Cash irregularities amounting to GHS 985,181,733.74 represented 16.5% of total irregularities. These were mainly due to gross violations of the financial administration regulations and also poor accounting systems.
Management failure to adhere to the rules and regulations pertaining to debt management as well as the absence of policies on granting loans led to a whopping GHS 3,933,608,067.52 which accounted for 66.21% of total irregularities.
Consistent non-recourse to procurement committees and provisions provided in the Public Procurement Act amounted to GHS 119,714,853.29 representing 2.02% of total irregularities.
Tax irregularities prevalent amongst MDAs amounted to GHS 290,749,374.37 representing 4.8% of total irregularities. These were largely due to failure to adhere to tax laws.

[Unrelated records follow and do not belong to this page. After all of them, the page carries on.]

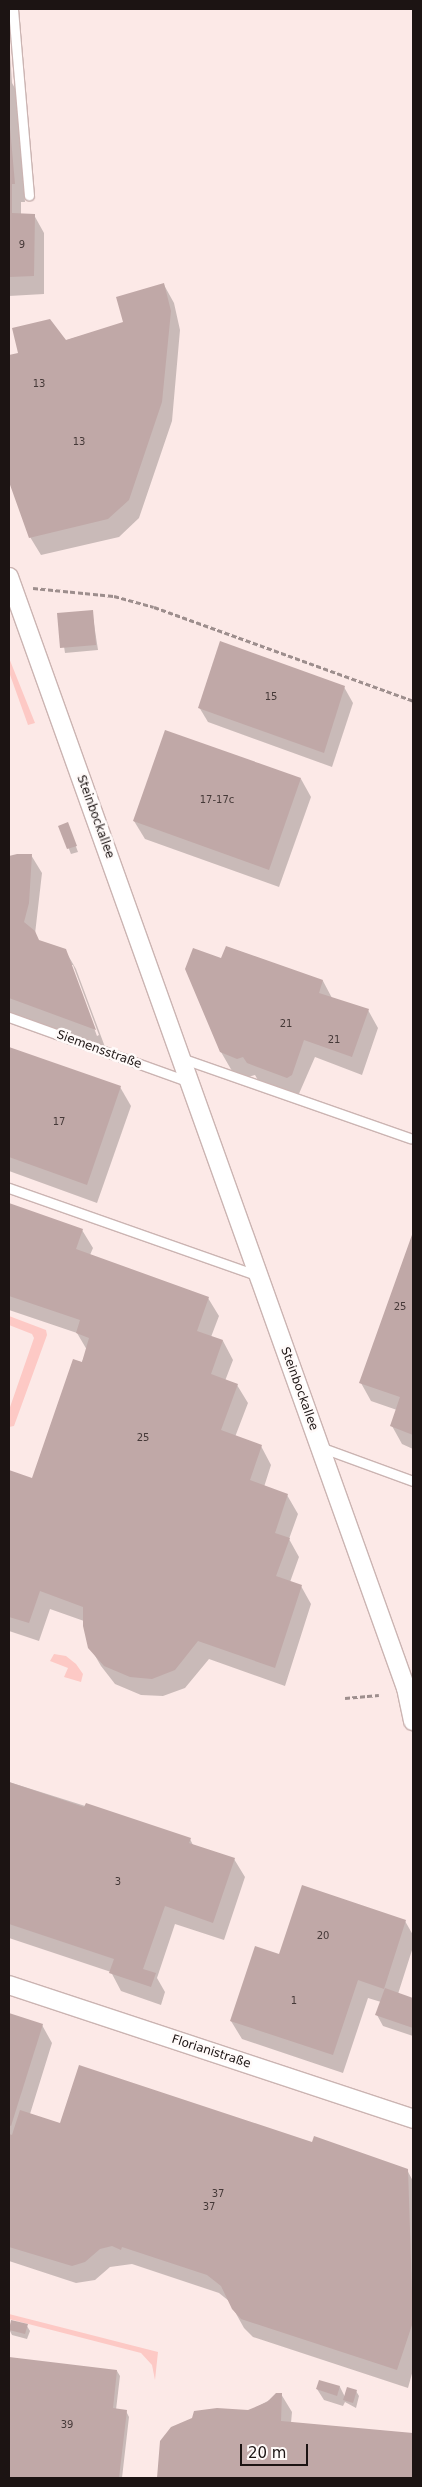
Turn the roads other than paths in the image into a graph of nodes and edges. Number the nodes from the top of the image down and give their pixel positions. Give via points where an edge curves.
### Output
1 (13, 9) edge
2 (29, 195) dead end
3 (10, 582) edge
4 (9, 1017) edge
5 (181, 1058) junction
6 (190, 1082) junction
7 (410, 1138) dead end
8 (9, 1188) edge
9 (259, 1276) junction
10 (320, 1447) junction
11 (413, 1481) edge
12 (413, 1721) edge
13 (9, 1985) edge
14 (413, 2119) edge

1 - 2 lane
3 - 5 street, Steinbockallee
4 - 6 lane, Siemensstraße
5 - 6 street, Steinbockallee
5 - 7 lane
6 - 9 street, Steinbockallee
8 - 9 lane
9 - 10 street, Steinbockallee
10 - 11 lane
10 - 12 street, Steinbockallee via 406,1688
13 - 14 street, Florianistraße

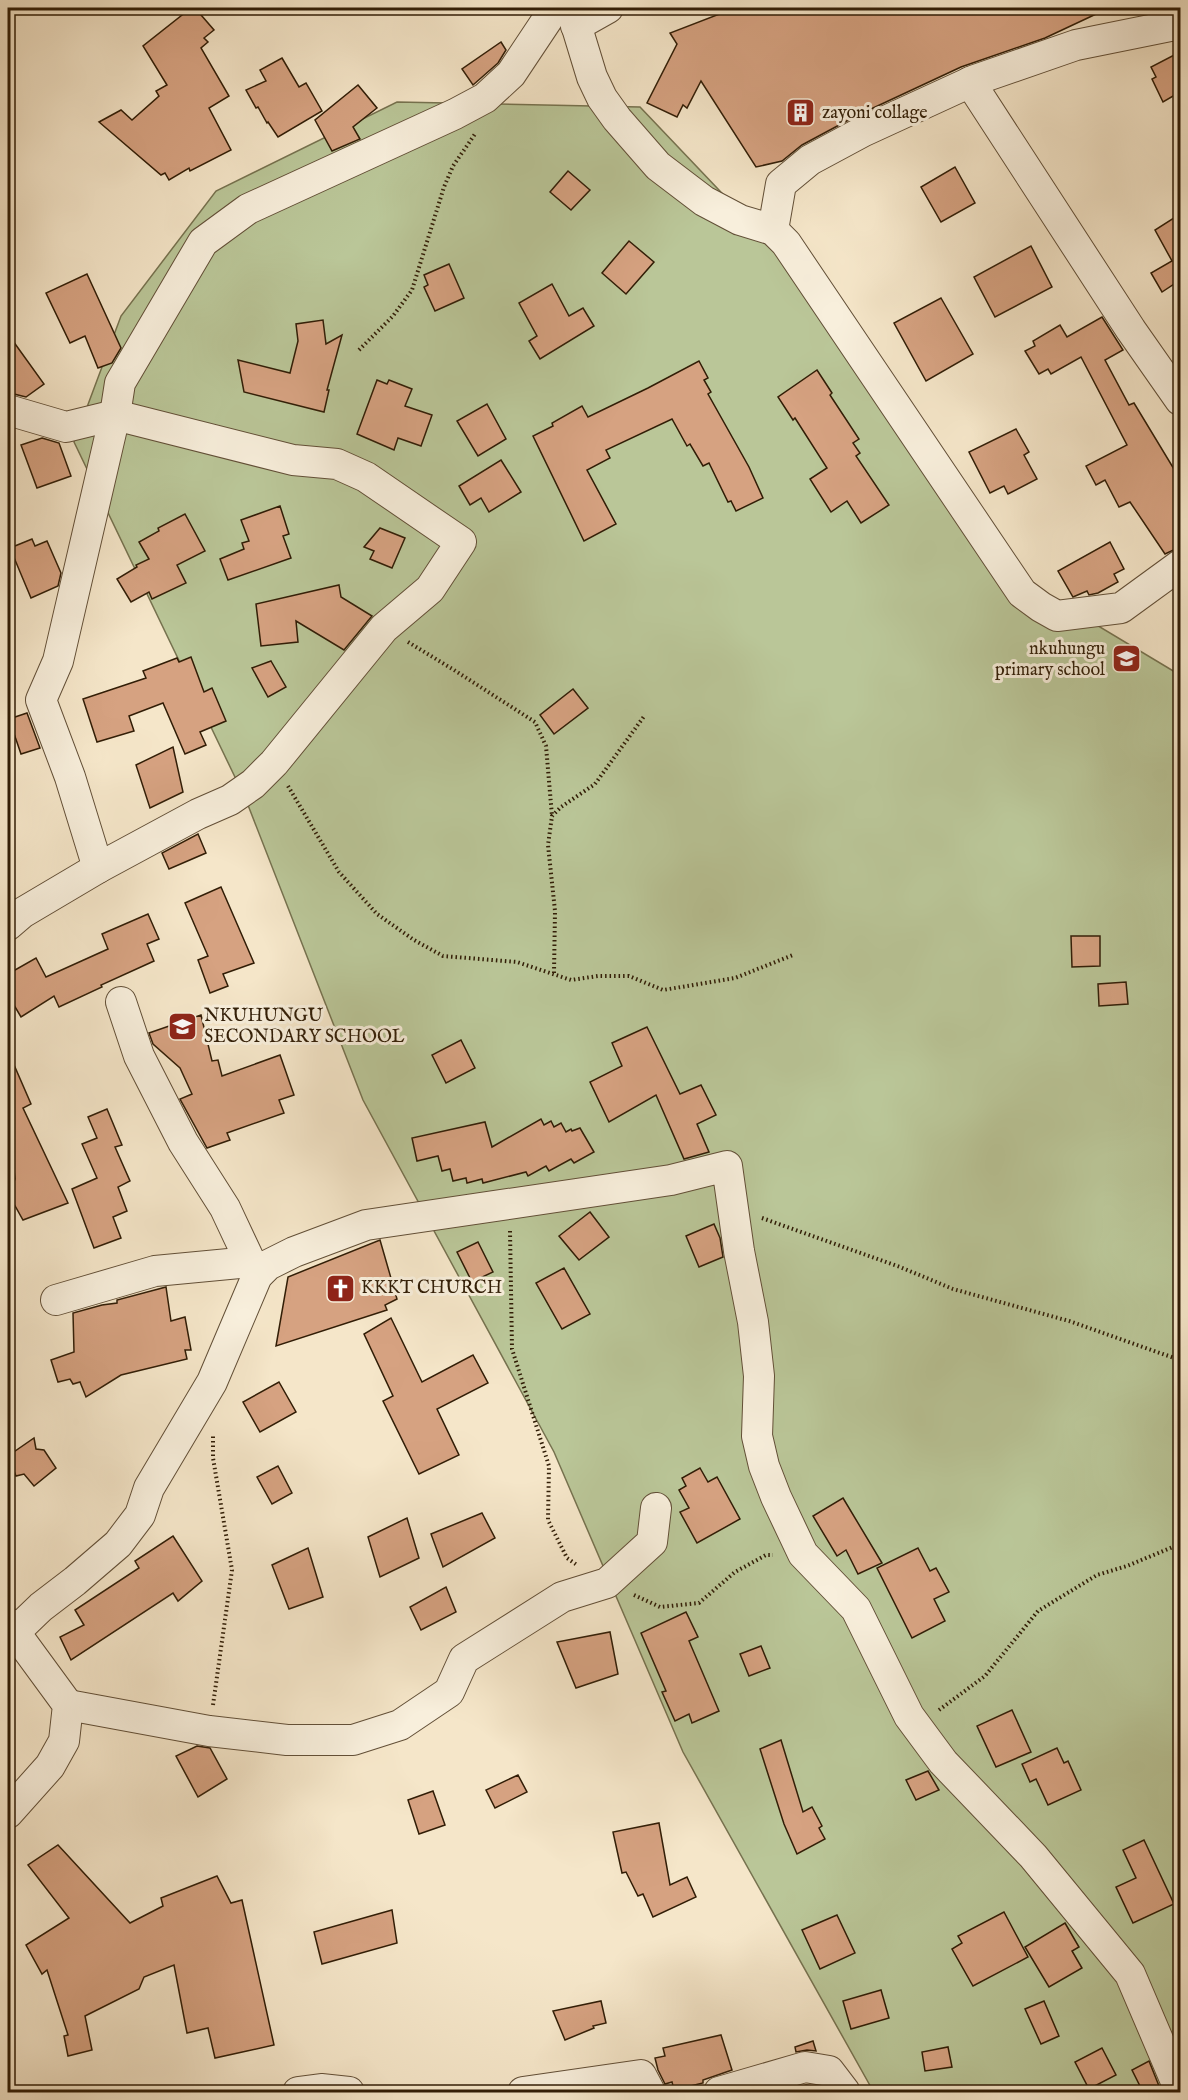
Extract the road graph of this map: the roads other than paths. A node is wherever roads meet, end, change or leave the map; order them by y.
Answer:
1 (608, 8) edge
2 (567, 14) edge
3 (1180, 26) edge
4 (970, 82) junction
5 (773, 230) junction
6 (1180, 400) edge
7 (8, 410) edge
8 (115, 415) junction
9 (1180, 565) edge
10 (98, 868) junction
11 (8, 925) edge
12 (121, 1002) dead end
13 (253, 1269) junction
14 (56, 1300) dead end
15 (656, 1508) dead end
16 (11, 1628) edge
17 (68, 1705) junction
18 (8, 1813) edge
19 (1180, 2091) edge
20 (298, 2092) edge
21 (349, 2092) edge
22 (523, 2092) edge
23 (651, 2092) edge
24 (719, 2092) edge
25 (845, 2092) edge

1 - 2 street
2 - 5 street
2 - 8 street
3 - 4 street
4 - 5 street
4 - 6 street
5 - 9 street
7 - 8 street
8 - 10 street
8 - 10 street
10 - 11 street
12 - 13 street
13 - 14 street
13 - 16 street
13 - 19 street
15 - 17 street
16 - 17 street
17 - 18 street
20 - 21 street
22 - 23 street
24 - 25 street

Contract irregularities due to failings in strengthening controls and non-compliance with tendering procedures, amounted to GHS 322,940,570.12 representing 5.4%.
- The Auditor General must exercise the powers of surcharge and disallowance in order to curb the wanton and intentional disregard for regulations, laws, and procedures. Until recalcitrant public officials and institutions are penalized for malfeasance, these acts will continue to fester.
- It is imperative that the sections of the Public Procurement Act are amended, in order to fully spell out fines or other sanctions for non-compliance by public officials. These sanctions when exercised will seek to serve as a deterrent to other public officials.